§ **Exercise directions**
Every line below that holds the string "name" should be copied out.

§ **Available data**
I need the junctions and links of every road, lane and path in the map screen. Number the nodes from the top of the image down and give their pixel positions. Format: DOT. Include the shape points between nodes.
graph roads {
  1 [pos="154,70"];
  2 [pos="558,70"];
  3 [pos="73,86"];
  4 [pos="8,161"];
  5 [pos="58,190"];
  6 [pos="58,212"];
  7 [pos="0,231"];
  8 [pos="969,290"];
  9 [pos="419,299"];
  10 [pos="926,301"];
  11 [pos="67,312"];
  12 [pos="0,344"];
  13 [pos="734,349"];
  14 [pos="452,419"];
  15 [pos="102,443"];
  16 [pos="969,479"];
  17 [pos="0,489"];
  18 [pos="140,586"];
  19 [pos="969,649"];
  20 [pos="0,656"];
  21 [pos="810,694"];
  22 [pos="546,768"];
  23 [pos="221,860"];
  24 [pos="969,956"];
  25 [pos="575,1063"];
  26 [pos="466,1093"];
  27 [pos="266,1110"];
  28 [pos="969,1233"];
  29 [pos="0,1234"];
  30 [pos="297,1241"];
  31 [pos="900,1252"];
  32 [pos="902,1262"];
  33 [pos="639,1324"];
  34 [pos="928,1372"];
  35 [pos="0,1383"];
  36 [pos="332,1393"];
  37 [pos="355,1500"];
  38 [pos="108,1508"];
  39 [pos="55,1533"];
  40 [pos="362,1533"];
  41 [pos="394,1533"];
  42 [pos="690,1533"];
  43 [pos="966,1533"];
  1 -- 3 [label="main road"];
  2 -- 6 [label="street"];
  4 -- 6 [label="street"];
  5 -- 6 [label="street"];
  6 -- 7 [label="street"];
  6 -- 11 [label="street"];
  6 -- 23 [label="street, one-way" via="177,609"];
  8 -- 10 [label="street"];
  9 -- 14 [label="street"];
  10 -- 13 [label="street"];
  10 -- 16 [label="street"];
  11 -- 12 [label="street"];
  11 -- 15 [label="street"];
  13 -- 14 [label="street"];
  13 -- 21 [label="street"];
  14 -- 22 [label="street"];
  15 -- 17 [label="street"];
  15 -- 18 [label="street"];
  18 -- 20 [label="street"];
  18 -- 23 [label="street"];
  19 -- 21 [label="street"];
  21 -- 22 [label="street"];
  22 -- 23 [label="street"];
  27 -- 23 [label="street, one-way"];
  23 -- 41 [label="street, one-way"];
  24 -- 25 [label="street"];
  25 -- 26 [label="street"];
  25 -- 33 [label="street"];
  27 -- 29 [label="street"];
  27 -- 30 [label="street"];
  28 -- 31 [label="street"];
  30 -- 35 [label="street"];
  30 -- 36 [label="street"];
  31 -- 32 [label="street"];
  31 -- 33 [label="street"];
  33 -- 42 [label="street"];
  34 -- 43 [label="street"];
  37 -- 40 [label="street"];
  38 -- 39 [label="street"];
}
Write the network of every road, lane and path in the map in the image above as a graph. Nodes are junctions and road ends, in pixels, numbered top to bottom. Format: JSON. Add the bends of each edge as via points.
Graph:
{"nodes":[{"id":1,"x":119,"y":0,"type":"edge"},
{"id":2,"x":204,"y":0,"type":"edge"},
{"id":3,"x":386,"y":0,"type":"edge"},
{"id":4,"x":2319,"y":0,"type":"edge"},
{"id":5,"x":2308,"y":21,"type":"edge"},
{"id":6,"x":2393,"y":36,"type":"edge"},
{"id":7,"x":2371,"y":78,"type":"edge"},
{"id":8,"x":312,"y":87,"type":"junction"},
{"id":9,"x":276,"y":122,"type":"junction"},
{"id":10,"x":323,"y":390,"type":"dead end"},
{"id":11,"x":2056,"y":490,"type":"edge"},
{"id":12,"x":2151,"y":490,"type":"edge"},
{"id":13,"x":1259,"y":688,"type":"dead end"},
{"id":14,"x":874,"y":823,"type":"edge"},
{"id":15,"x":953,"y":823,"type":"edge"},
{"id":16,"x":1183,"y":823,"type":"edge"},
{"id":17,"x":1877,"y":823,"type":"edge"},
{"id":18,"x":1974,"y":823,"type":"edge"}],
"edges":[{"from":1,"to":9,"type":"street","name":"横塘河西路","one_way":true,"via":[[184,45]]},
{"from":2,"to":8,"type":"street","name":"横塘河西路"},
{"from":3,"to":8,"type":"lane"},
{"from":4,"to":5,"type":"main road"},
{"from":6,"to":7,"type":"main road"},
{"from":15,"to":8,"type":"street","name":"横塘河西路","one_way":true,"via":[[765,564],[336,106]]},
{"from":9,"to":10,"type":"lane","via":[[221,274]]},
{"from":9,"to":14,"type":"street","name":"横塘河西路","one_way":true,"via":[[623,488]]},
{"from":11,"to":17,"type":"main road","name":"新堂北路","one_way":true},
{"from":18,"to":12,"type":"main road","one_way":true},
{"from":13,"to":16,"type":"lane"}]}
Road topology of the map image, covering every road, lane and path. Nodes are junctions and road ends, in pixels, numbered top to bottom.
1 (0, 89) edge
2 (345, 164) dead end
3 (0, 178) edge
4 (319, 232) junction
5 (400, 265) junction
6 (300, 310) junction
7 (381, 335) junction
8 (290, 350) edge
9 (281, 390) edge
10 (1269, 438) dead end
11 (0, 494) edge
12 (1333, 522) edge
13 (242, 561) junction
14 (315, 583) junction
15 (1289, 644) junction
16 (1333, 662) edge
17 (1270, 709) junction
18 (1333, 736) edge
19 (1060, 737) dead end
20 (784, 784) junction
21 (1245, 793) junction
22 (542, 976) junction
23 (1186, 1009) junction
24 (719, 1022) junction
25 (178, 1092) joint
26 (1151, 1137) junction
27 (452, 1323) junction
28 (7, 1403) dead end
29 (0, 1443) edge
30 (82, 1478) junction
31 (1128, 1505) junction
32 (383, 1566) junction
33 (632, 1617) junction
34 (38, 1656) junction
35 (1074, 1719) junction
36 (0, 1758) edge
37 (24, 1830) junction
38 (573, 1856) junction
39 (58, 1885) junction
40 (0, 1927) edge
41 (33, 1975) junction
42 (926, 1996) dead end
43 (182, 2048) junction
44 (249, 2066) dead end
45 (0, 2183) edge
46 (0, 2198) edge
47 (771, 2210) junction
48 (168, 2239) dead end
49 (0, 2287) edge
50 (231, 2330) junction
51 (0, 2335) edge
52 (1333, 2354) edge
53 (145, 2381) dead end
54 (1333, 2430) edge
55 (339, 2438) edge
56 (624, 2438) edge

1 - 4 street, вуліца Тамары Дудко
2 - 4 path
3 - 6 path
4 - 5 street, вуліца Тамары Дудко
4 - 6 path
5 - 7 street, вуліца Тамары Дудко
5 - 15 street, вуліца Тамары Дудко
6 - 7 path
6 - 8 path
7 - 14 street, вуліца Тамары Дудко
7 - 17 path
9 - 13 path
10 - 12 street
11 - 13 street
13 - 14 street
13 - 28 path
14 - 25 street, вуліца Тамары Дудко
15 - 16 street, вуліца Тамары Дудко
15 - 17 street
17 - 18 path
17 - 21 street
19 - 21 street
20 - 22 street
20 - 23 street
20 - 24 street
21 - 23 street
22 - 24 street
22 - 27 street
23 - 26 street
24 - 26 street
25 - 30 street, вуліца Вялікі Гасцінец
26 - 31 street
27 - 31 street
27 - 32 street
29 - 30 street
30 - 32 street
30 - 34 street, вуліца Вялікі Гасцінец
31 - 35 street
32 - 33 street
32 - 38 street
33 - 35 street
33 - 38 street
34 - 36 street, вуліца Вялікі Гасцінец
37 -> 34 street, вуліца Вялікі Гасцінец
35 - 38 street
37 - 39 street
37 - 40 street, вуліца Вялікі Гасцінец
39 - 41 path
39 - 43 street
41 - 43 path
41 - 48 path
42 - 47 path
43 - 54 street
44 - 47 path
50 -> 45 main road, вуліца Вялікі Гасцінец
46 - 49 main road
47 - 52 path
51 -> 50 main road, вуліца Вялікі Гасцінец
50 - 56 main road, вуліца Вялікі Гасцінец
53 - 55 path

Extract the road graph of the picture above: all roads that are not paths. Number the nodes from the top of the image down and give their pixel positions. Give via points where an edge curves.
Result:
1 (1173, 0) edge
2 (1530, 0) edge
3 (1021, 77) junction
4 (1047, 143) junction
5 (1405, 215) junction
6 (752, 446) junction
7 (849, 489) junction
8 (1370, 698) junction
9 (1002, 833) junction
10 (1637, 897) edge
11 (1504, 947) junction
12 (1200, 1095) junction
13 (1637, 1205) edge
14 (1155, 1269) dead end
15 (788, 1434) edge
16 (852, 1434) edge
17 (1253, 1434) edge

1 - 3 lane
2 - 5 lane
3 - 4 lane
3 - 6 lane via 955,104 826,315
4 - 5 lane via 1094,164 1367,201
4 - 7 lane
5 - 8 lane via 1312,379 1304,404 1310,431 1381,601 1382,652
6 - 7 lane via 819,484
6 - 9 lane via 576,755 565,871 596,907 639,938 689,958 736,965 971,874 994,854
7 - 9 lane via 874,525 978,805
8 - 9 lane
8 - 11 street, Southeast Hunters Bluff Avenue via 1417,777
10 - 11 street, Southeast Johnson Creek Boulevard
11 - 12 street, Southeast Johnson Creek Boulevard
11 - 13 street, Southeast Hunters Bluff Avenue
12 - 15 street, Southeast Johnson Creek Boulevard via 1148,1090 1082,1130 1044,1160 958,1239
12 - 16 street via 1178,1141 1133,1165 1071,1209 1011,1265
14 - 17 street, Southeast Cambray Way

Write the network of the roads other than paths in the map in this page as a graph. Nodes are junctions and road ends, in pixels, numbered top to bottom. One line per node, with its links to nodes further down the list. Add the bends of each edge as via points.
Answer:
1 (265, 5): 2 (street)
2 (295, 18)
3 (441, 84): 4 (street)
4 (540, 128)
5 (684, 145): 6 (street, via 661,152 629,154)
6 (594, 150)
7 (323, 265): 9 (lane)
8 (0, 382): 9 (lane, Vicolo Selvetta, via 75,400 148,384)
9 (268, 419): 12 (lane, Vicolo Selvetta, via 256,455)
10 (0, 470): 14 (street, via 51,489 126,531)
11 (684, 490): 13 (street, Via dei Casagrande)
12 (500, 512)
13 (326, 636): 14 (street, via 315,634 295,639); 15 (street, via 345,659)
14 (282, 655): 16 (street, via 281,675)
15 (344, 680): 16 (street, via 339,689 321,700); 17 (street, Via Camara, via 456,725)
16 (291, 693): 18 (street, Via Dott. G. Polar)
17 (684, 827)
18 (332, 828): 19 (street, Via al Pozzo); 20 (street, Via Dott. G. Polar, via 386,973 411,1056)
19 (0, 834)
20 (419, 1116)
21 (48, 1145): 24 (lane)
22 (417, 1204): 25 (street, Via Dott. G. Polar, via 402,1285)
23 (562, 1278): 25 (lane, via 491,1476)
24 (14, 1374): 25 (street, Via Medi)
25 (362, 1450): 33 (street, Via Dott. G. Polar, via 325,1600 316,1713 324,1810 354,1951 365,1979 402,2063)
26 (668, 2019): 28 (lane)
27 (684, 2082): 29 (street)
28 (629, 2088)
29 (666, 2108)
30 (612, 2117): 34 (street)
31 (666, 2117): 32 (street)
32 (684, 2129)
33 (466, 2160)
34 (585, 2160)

§ **Reply to the task**
"edges":[{"from":1,"to":9,"type":"street","name":"横塘河西路","one_way":true,"via":[[184,45]]},
{"from":2,"to":8,"type":"street","name":"横塘河西路"},
{"from":15,"to":8,"type":"street","name":"横塘河西路","one_way":true,"via":[[765,564],[336,106]]},
{"from":9,"to":14,"type":"street","name":"横塘河西路","one_way":true,"via":[[623,488]]},
{"from":11,"to":17,"type":"main road","name":"新堂北路","one_way":true},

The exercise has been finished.